I seem to have become a curmudgeon in my old age because I practically refuse to award a point guard the MVP because some of my favorite pgs Jason Kidd, Gary Payton and Isaiah Thomas never won the award during their outstanding careers.  This was the argument that I gave when Steve Nash won the award, and it’s the starting point for my case against Derrick Rose this year. However, the more that I think about Rose, the more I realize that my problem isn’t so much with pgs winning the mvp (although it kinda is) it also has a lot to do with the stark imbalance between the MVP and and Most Improved Player recipients.

For example, Dorrell Wright and Rose are the front runners for the MIP and MVP respectively.  Now can you imagine a scenario where if you were picking an NBA team and you couldn’t get Rose you’d be comfortable settling for Dorell Wright as your first choice?  Moreover since 2000 here are the names of the MIP recipients Tracy McGrady, Jermaine O’Neal, Gilbert Arenas, Zach Randolph, Bobby Simmons, Boris Diaw, Monta Ellis, Hedo Turkoglu, Danny Granger and Aaron Brooks.  Of that list, only Randolph and Turkoglu are making notable contributions to teams with winning records.

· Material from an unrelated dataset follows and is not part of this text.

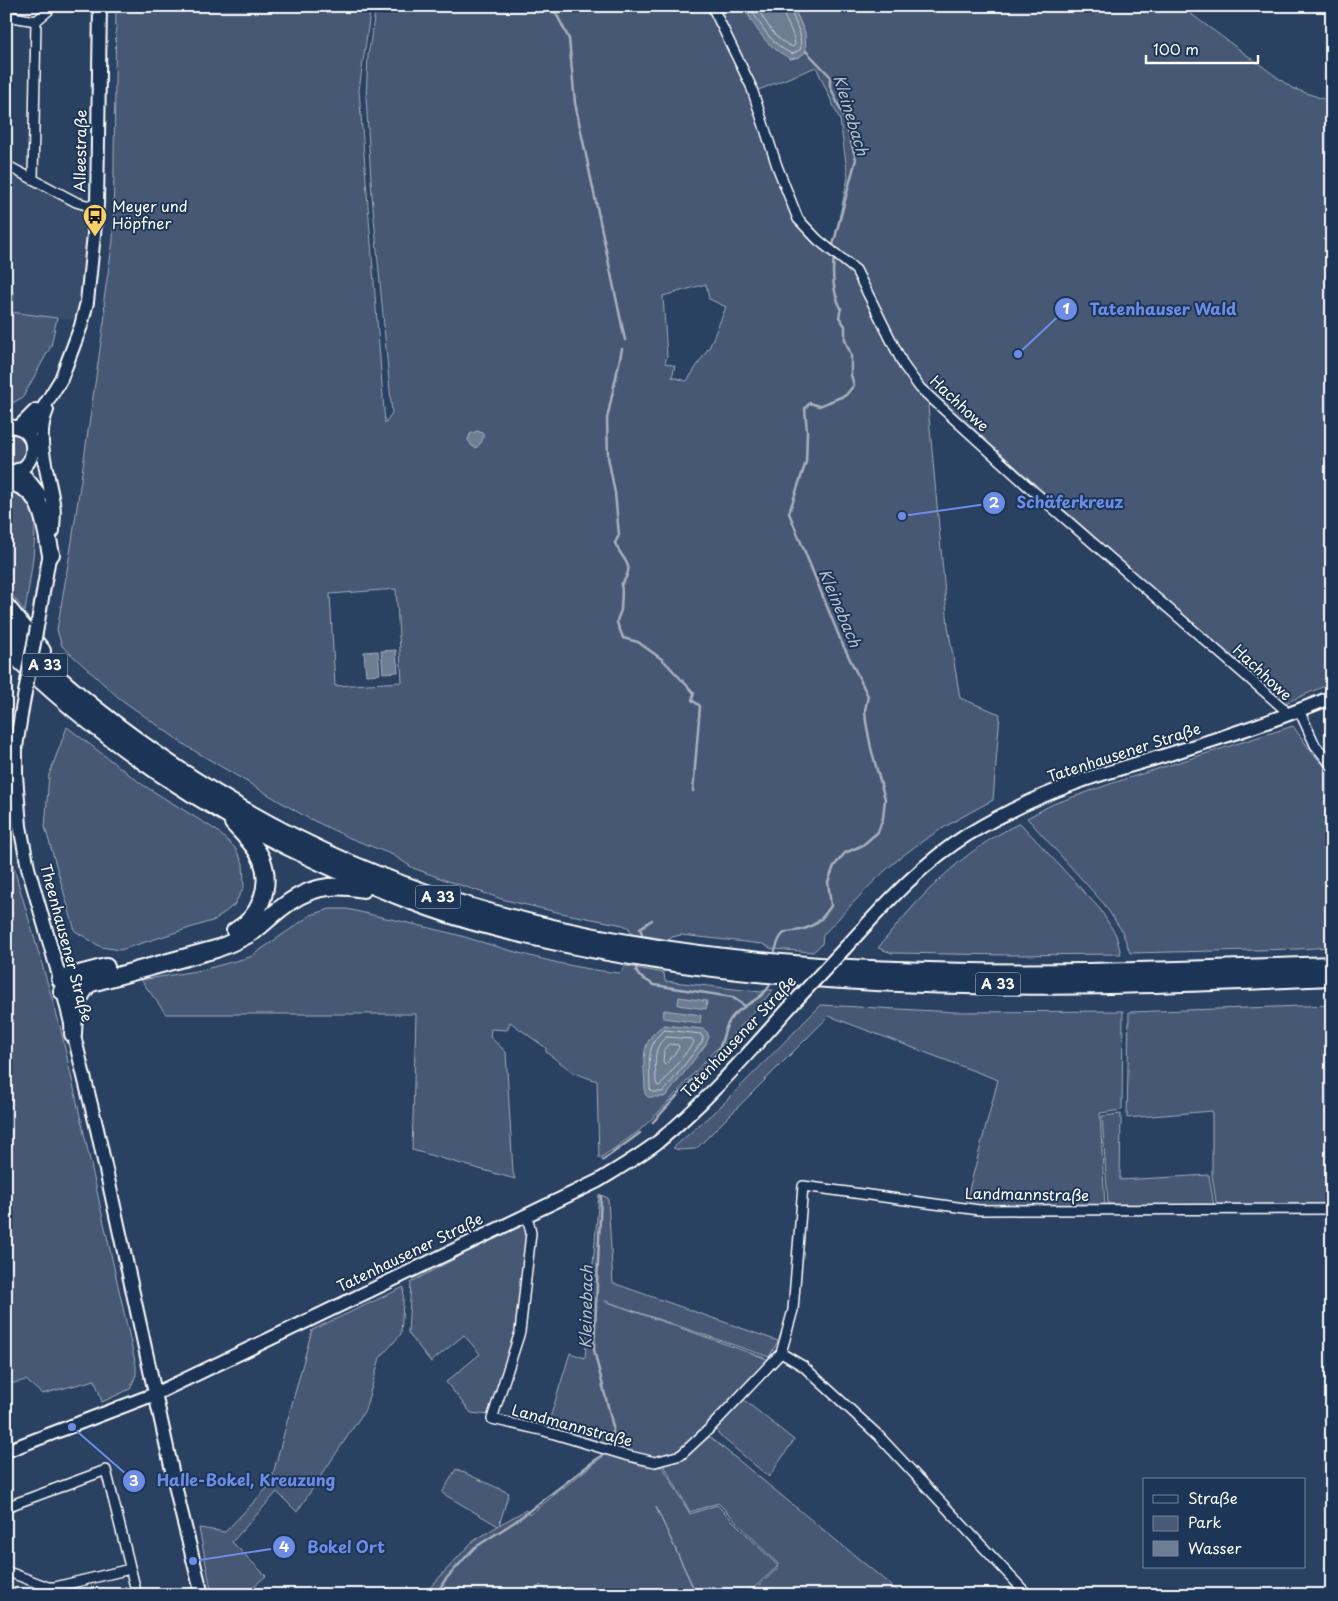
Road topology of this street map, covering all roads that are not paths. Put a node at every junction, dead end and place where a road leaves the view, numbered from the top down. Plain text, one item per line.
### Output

Compare that list to the list of MVP recipients since 2000: Allen Iverson, Tim Duncan, Kevin Garnett, Steve Nash, Dirk Nowitzki, Kobe Bryant, and Lebron James.

How can the league have so much discretion with one list and manage to corral such a hodgepodge group with the other list.  Of that MIP list only McGrady seemed poised to ever win an MVP in the league.  Jermaine O’Neal and Gilbert Arenas are probably the only other people who could at least count as longshots in that group.

So what does this have to do with Derrick Rose winning the MVP you ask?  Well, I think Rose would be a great Most Improved Player candidate.  He did an excellent job incorporating his new teammates and getting a more talented roster to gel.  He improved as a scorer, defender and most importantly a team leader.  He’s given the bulls their first legitimate post-Jordan face of the franchise.  He should definitely be commended for all of these efforts.  Does that make him the most valuable player in the league?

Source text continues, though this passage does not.